-------- MATERIAL FOR THIS TASK --------

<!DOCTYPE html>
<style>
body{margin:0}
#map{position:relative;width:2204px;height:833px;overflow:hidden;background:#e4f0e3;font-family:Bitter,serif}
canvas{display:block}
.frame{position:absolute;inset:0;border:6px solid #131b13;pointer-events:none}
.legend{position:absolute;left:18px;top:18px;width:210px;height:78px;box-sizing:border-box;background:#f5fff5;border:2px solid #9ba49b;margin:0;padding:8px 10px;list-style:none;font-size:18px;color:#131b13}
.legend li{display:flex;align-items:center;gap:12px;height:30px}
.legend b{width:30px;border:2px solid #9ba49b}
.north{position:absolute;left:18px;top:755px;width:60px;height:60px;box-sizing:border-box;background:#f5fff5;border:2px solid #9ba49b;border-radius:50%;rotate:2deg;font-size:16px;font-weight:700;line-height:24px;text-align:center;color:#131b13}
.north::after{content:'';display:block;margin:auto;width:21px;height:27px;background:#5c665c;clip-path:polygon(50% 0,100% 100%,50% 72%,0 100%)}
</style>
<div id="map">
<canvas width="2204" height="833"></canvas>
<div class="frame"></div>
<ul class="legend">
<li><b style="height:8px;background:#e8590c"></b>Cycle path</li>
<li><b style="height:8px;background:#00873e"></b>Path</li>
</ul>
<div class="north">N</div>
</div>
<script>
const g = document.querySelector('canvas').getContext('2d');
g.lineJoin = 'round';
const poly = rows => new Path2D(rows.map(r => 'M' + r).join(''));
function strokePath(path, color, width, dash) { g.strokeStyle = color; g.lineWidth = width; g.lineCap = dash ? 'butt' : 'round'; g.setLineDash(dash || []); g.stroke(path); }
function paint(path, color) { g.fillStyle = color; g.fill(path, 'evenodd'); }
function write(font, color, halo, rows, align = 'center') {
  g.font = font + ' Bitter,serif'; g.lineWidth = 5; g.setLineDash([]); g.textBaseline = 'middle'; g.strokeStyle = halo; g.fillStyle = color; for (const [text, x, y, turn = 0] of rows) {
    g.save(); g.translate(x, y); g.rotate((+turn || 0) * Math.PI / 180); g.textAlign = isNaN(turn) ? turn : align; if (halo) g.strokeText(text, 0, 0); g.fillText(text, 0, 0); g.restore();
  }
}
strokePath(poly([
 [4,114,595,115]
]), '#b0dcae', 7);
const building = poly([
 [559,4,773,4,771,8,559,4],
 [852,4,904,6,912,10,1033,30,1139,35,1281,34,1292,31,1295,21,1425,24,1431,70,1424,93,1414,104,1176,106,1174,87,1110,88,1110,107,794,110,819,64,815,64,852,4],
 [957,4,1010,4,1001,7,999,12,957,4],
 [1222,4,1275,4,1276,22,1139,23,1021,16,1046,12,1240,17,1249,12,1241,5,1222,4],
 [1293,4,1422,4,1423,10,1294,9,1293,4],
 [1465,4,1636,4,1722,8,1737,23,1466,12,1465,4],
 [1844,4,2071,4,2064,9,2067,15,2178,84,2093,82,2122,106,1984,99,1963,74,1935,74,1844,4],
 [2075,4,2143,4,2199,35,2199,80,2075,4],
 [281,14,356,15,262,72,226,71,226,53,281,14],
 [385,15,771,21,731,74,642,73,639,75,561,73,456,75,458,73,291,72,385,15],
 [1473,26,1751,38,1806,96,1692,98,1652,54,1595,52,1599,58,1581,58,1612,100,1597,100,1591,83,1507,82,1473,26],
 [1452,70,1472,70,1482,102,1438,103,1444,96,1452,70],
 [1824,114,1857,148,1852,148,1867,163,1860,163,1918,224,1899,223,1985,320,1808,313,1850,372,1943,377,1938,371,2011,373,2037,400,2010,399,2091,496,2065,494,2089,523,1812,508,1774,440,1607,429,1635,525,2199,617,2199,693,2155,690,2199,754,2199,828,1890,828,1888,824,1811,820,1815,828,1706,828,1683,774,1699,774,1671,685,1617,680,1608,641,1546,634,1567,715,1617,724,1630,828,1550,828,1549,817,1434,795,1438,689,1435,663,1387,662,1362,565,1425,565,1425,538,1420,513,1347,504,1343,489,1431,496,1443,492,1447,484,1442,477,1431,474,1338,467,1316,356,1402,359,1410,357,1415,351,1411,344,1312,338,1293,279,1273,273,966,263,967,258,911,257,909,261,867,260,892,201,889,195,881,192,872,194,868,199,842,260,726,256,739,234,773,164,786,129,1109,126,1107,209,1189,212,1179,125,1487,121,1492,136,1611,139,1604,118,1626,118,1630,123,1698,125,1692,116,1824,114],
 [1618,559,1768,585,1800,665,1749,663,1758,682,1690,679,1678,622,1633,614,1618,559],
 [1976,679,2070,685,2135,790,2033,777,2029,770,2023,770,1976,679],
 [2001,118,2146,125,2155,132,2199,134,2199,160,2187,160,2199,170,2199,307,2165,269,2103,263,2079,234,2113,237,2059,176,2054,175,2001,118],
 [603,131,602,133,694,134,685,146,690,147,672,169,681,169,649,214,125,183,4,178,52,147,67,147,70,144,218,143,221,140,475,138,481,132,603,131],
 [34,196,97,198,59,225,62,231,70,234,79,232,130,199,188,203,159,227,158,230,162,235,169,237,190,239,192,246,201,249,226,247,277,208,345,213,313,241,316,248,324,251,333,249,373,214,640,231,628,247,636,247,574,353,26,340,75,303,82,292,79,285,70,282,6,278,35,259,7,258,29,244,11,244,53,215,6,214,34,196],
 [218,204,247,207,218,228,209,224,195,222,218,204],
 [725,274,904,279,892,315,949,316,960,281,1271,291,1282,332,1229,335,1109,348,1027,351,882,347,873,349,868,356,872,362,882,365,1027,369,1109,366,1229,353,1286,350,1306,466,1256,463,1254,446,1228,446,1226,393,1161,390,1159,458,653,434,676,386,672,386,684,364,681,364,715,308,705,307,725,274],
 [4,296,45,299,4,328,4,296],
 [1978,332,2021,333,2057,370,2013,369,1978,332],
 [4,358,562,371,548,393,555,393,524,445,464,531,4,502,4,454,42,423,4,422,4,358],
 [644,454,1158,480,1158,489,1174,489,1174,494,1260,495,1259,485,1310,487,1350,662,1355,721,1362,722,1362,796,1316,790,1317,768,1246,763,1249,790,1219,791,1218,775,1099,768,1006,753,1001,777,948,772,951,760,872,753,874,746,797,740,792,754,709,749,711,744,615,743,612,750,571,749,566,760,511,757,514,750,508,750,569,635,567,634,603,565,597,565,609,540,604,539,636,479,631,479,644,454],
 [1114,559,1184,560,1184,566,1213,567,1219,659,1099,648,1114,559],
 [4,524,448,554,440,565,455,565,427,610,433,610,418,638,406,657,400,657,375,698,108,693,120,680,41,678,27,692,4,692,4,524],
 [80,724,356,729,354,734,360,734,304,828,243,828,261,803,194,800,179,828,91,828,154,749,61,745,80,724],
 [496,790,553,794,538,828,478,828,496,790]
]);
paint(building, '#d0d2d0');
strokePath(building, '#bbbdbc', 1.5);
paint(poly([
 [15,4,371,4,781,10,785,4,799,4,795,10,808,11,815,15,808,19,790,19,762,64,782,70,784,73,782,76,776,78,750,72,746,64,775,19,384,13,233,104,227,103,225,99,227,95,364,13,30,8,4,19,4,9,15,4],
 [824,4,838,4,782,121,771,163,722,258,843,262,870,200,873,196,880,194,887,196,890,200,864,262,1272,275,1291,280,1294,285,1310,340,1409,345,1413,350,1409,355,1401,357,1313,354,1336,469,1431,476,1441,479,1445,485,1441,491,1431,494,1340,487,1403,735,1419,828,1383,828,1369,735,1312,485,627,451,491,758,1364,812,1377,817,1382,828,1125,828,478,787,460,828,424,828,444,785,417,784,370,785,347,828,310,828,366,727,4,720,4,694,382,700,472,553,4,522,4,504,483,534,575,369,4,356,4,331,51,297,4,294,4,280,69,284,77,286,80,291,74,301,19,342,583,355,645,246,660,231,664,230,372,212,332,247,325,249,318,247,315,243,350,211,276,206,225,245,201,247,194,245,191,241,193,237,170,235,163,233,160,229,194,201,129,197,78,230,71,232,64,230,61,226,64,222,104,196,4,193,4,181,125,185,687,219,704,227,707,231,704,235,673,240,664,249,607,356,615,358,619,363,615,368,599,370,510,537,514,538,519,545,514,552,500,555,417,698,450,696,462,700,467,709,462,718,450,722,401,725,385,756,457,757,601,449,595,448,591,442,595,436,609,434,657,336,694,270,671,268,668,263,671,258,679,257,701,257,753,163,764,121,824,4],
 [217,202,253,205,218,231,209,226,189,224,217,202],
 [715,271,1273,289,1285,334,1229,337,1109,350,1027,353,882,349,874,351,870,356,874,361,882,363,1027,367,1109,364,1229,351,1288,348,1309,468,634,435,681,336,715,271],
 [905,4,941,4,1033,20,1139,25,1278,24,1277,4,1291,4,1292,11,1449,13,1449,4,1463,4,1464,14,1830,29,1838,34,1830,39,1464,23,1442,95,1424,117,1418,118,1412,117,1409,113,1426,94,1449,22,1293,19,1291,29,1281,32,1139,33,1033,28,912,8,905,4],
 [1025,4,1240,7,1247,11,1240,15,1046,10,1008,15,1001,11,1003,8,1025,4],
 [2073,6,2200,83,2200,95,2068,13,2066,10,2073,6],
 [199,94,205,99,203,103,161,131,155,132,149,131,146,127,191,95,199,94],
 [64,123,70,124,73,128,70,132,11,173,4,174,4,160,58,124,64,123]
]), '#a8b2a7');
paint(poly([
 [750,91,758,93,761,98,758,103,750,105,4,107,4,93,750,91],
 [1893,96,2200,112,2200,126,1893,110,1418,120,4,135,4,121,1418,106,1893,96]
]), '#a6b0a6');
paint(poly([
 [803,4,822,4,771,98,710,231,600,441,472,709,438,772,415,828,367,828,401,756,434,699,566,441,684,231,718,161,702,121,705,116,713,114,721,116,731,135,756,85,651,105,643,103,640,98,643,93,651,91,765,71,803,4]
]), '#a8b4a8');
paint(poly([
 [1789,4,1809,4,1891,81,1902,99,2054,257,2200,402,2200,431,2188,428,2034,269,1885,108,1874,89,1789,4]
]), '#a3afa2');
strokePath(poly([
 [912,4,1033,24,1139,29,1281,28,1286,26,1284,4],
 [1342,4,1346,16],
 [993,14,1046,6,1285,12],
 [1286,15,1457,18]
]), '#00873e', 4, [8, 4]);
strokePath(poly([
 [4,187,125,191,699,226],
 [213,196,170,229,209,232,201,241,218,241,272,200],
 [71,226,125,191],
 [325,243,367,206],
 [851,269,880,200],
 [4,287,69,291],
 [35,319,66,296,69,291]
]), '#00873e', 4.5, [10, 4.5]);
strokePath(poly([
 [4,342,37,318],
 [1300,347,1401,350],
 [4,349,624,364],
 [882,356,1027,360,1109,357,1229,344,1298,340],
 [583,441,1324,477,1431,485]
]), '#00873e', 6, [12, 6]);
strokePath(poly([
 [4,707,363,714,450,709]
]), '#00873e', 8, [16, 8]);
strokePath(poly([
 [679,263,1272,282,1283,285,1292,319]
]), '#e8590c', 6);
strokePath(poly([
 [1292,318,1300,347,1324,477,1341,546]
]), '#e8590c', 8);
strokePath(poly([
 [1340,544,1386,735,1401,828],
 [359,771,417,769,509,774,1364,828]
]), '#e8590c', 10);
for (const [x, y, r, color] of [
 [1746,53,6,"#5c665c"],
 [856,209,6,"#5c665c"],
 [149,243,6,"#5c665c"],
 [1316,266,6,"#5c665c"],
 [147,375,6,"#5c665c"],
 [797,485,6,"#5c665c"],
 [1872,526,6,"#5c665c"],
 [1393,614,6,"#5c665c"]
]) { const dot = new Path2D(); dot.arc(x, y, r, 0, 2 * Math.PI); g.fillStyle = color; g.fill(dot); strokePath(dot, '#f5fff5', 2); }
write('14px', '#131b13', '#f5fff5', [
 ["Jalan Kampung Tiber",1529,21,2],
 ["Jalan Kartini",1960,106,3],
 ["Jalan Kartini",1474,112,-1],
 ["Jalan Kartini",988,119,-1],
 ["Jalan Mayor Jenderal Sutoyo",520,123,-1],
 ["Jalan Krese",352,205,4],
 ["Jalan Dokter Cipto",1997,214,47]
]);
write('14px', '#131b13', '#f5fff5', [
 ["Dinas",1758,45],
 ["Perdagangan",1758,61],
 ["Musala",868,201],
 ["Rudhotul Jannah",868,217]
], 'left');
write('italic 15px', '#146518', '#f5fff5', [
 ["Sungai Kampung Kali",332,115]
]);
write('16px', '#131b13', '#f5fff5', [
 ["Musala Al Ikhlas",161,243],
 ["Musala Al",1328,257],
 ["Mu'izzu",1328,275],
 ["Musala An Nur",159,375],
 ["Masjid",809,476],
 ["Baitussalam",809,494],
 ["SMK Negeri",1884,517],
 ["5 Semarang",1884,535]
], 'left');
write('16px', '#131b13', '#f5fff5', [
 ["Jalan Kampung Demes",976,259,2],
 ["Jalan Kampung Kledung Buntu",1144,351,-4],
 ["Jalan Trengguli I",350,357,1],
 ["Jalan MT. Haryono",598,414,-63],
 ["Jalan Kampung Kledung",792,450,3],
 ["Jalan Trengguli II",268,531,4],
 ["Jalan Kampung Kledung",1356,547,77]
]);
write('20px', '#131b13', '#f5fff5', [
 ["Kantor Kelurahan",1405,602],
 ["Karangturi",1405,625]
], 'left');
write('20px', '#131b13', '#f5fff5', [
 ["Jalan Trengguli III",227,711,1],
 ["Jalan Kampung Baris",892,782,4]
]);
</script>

--------

> TASK
Return the lines of the records that include the string "canvas".

> SOLUTION TO THIS PROBLEM
canvas{display:block}
<canvas width="2204" height="833"></canvas>
const g = document.querySelector('canvas').getContext('2d');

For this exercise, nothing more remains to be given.